Note: The PD gains from the provided Cobotta Pro 900 USD file are based off the PD gains that we chose for the Franka Emika Panda of P=10000 N*m and D=1000 N*m*s. These values produced oscilations in the Cobotta Pro 900 when we reduced the max_velocity joint_velocity_cap_rmp term to 1 rad/sec. The USD provided for the Cobotta robot in this tutorial has a proportional gain of 10000 N*m damping gain of 10000 N*m*s.

See RMPflow Tuning Guide for more details about the meaning of each RMPflow parameter with and a detailed description of how to improve RMPflow parameters for new robots.

5.5. Summary

This tutorial shows the complete process for configuring RMPflow on a new robot. We saw how to:

  1. Obtain basic functionality on a new robot with minimal alteration from the provided template files.
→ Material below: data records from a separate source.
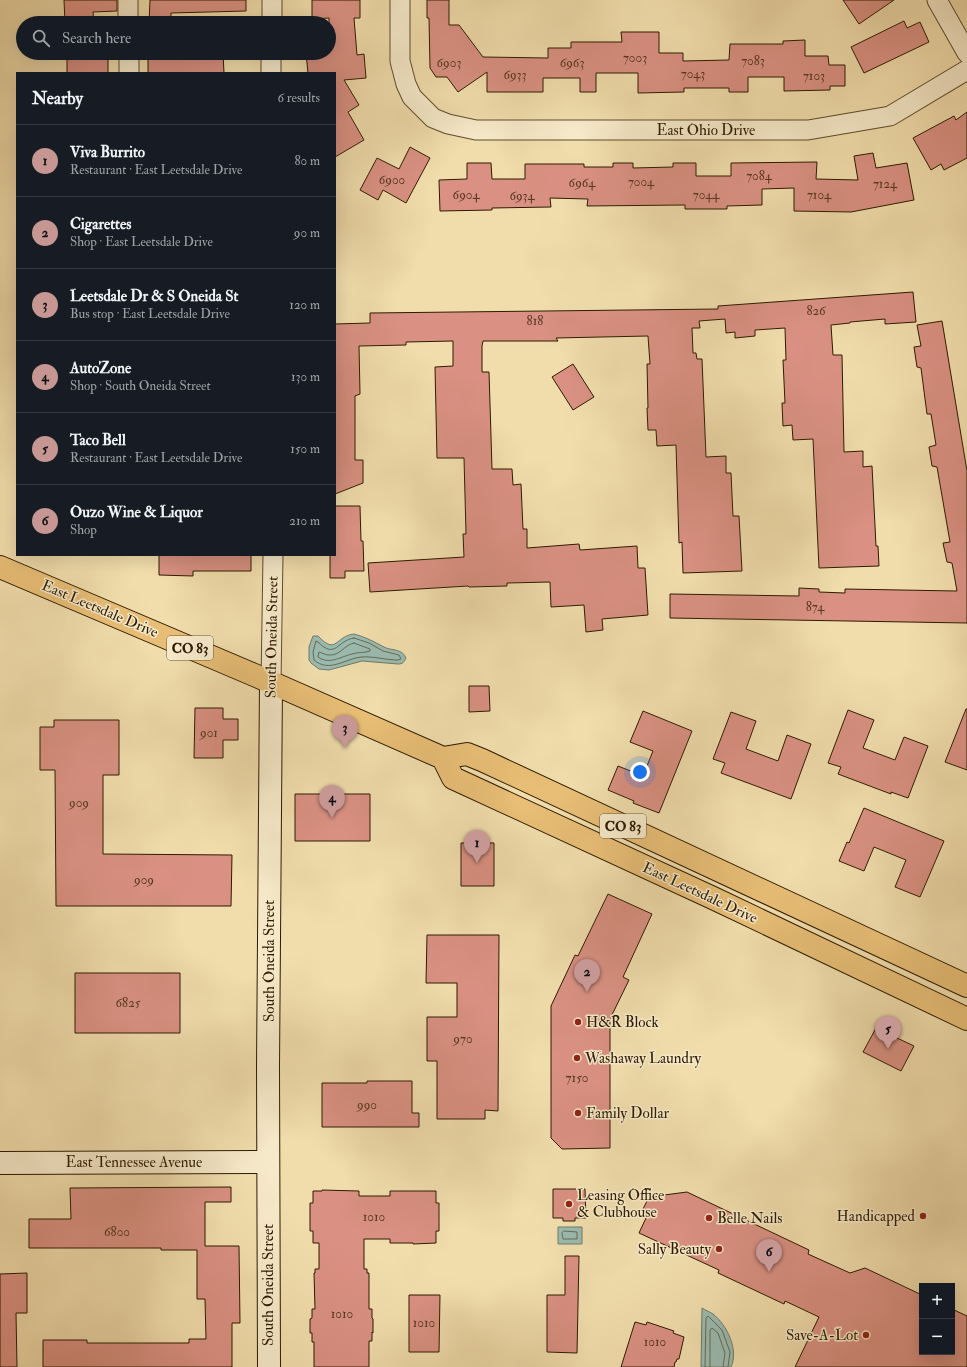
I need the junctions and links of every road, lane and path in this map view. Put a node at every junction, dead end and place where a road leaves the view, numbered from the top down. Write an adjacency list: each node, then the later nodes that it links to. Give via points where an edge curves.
1 (128, 0): 5 (street)
2 (272, 0): 6 (street)
3 (400, 0): 10 (street, East Ohio Drive, via 400,61 412,97 433,118 476,130 808,130 890,116)
4 (937, 0): 7 (street)
5 (128, 16)
6 (272, 16)
7 (967, 53)
8 (129, 60): 11 (street)
9 (271, 60): 12 (street)
10 (967, 70)
11 (129, 72)
12 (271, 72)
13 (274, 556): 15 (street, South Oneida Street)
14 (0, 567): 15 (main road, East Leetsdale Drive / CO 83)
15 (271, 683): 16 (main road, East Leetsdale Drive / CO 83); 20 (street, South Oneida Street)
16 (443, 758): 17 (main road, East Leetsdale Drive / CO 83, via 468,754); 18 (main road, East Leetsdale Drive / CO 83, via 453,778)
17 (967, 986)
18 (967, 1019)
19 (0, 1162): 20 (street, East Tennessee Avenue)
20 (268, 1162): 21 (street, South Oneida Street)
21 (269, 1367)

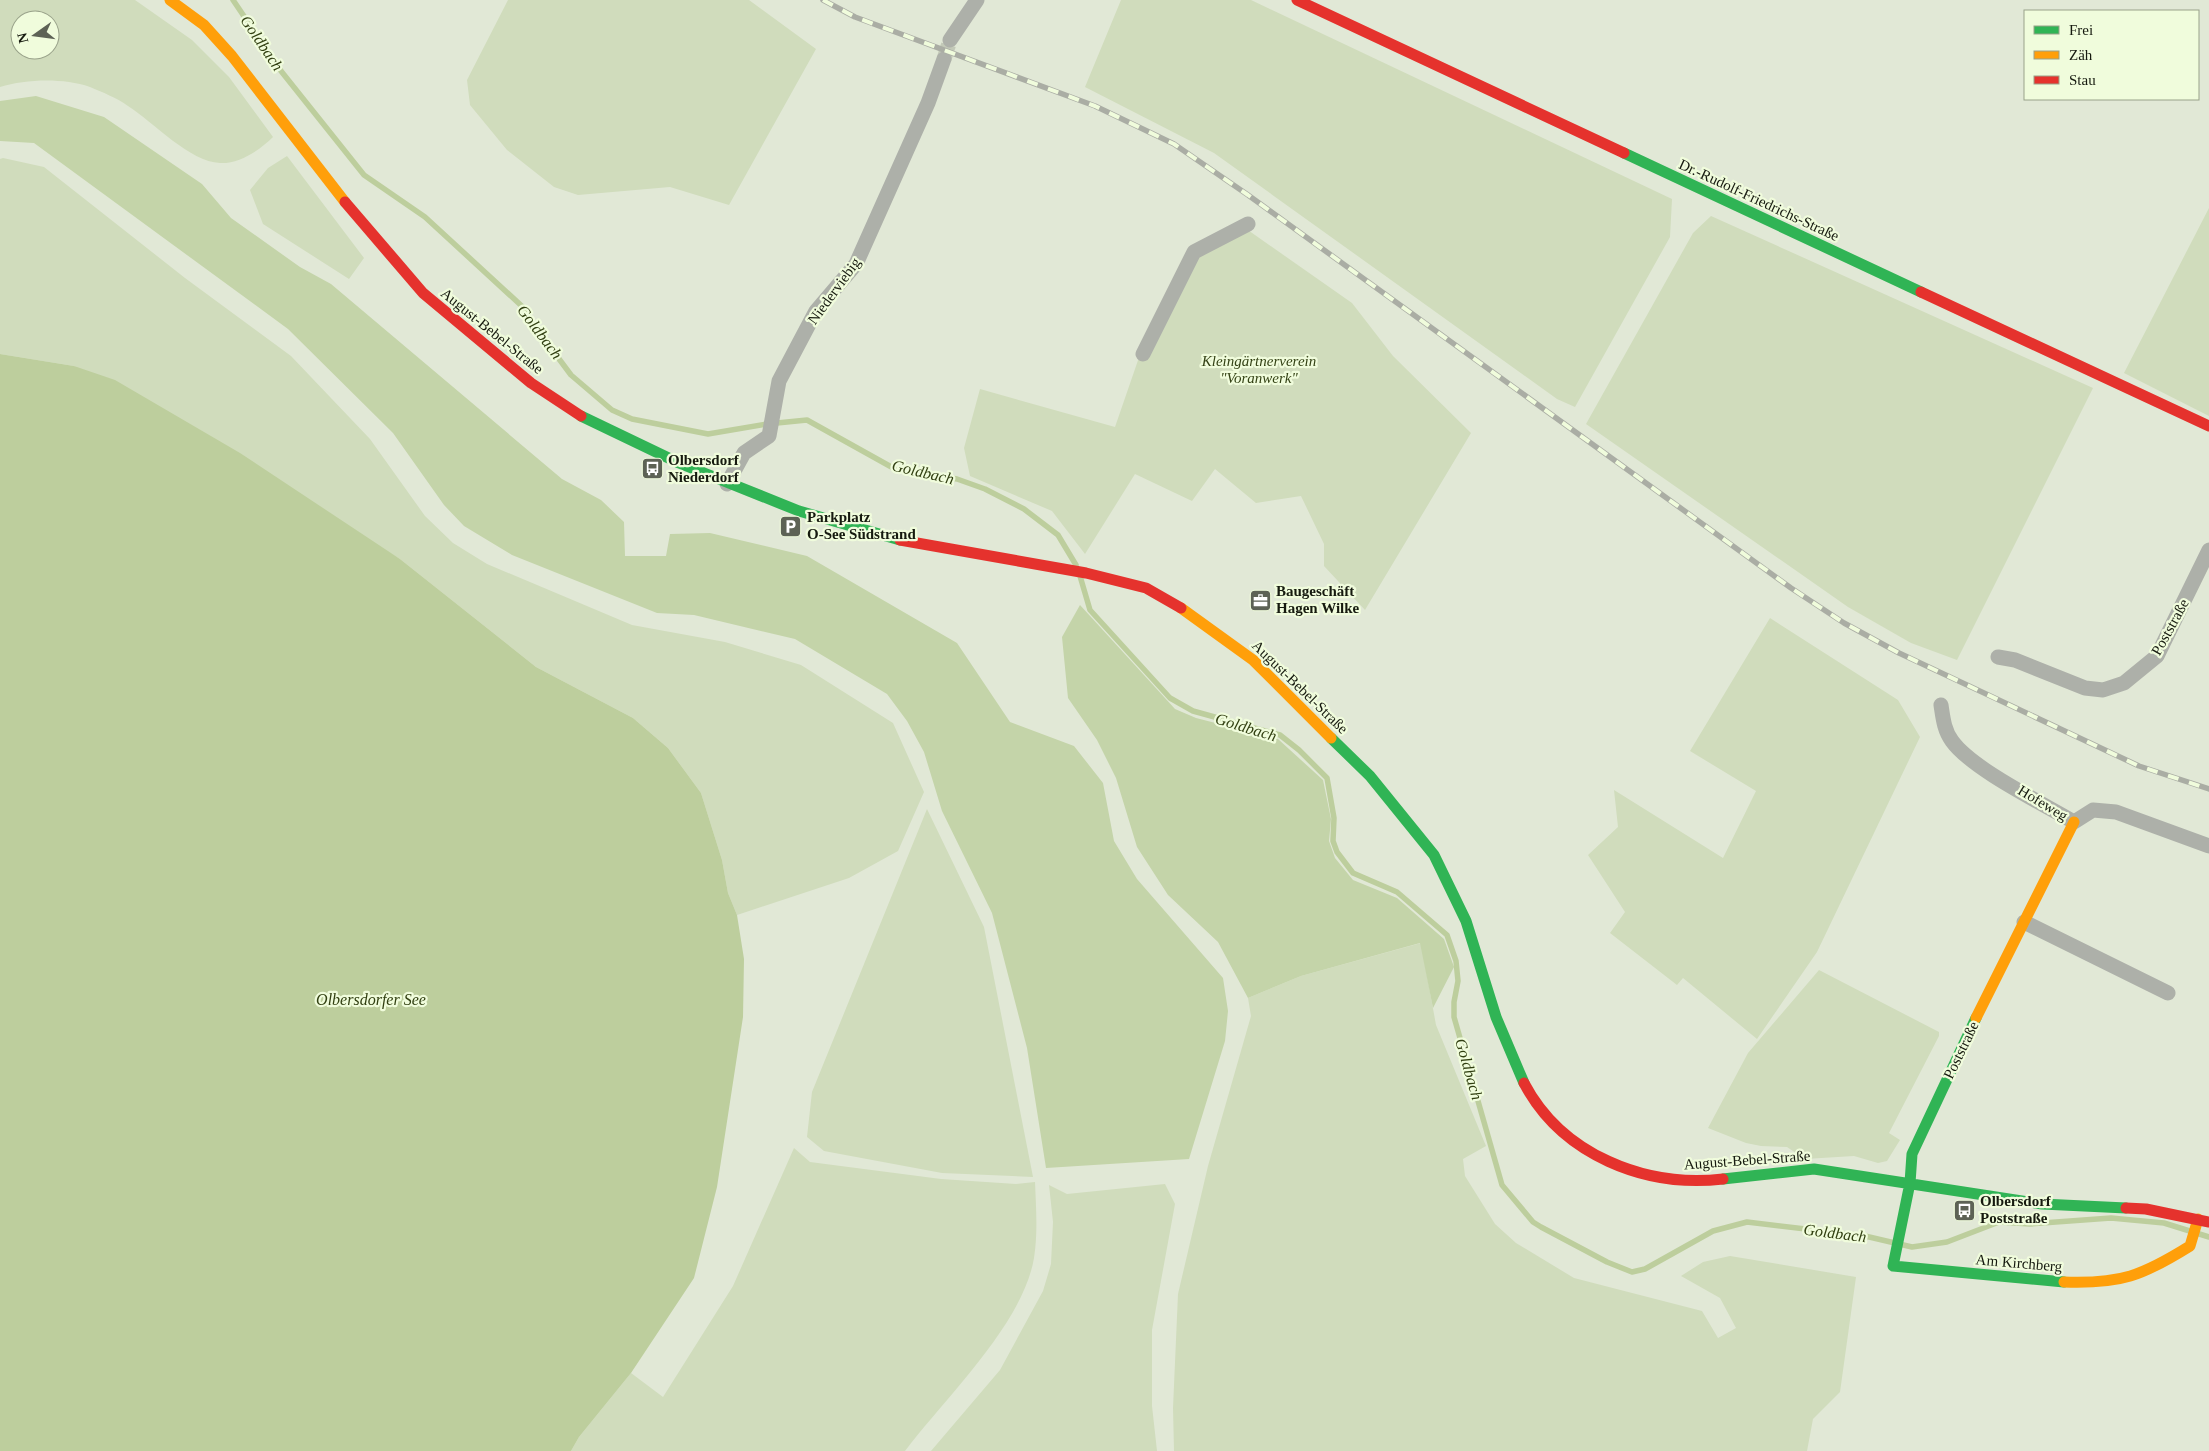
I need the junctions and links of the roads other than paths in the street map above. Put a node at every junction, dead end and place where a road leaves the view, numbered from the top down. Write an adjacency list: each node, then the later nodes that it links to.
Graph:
1 (170, 0): 9 (street, August-Bebel-Straße)
2 (977, 0): 4 (street)
3 (1297, 0): 8 (street, Dr.-Rudolf-Friedrichs-Straße)
4 (950, 40)
5 (944, 59): 9 (street, Niederviebig)
6 (1248, 224): 7 (street)
7 (1143, 354)
8 (2209, 426)
9 (727, 484): 17 (street, August-Bebel-Straße)
10 (2209, 550): 11 (street, Poststraße)
11 (1998, 657)
12 (1941, 705): 13 (street, Hofeweg)
13 (2074, 822): 14 (street, Hofeweg); 15 (street, Poststraße)
14 (2209, 846)
15 (2024, 922): 16 (street); 17 (street, Poststraße)
16 (2168, 993)
17 (1910, 1183): 18 (street, August-Bebel-Straße); 18 (street, Am Kirchberg)
18 (2203, 1220)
  2. Use the Omniverse Isaac Sim visualization tools to iteratively generate a collision-sphere representation of a robot.

  3. Use the derived collision spheres to configure self-collision avoidance behavior.

  4. Create a new end effector frame that can be used by RMPflow.

5.5.1. Further Learning

To understand the motivation behind the structure and usage of RmpFlow in Omniverse Isaac Sim, reference the Motion Generation page.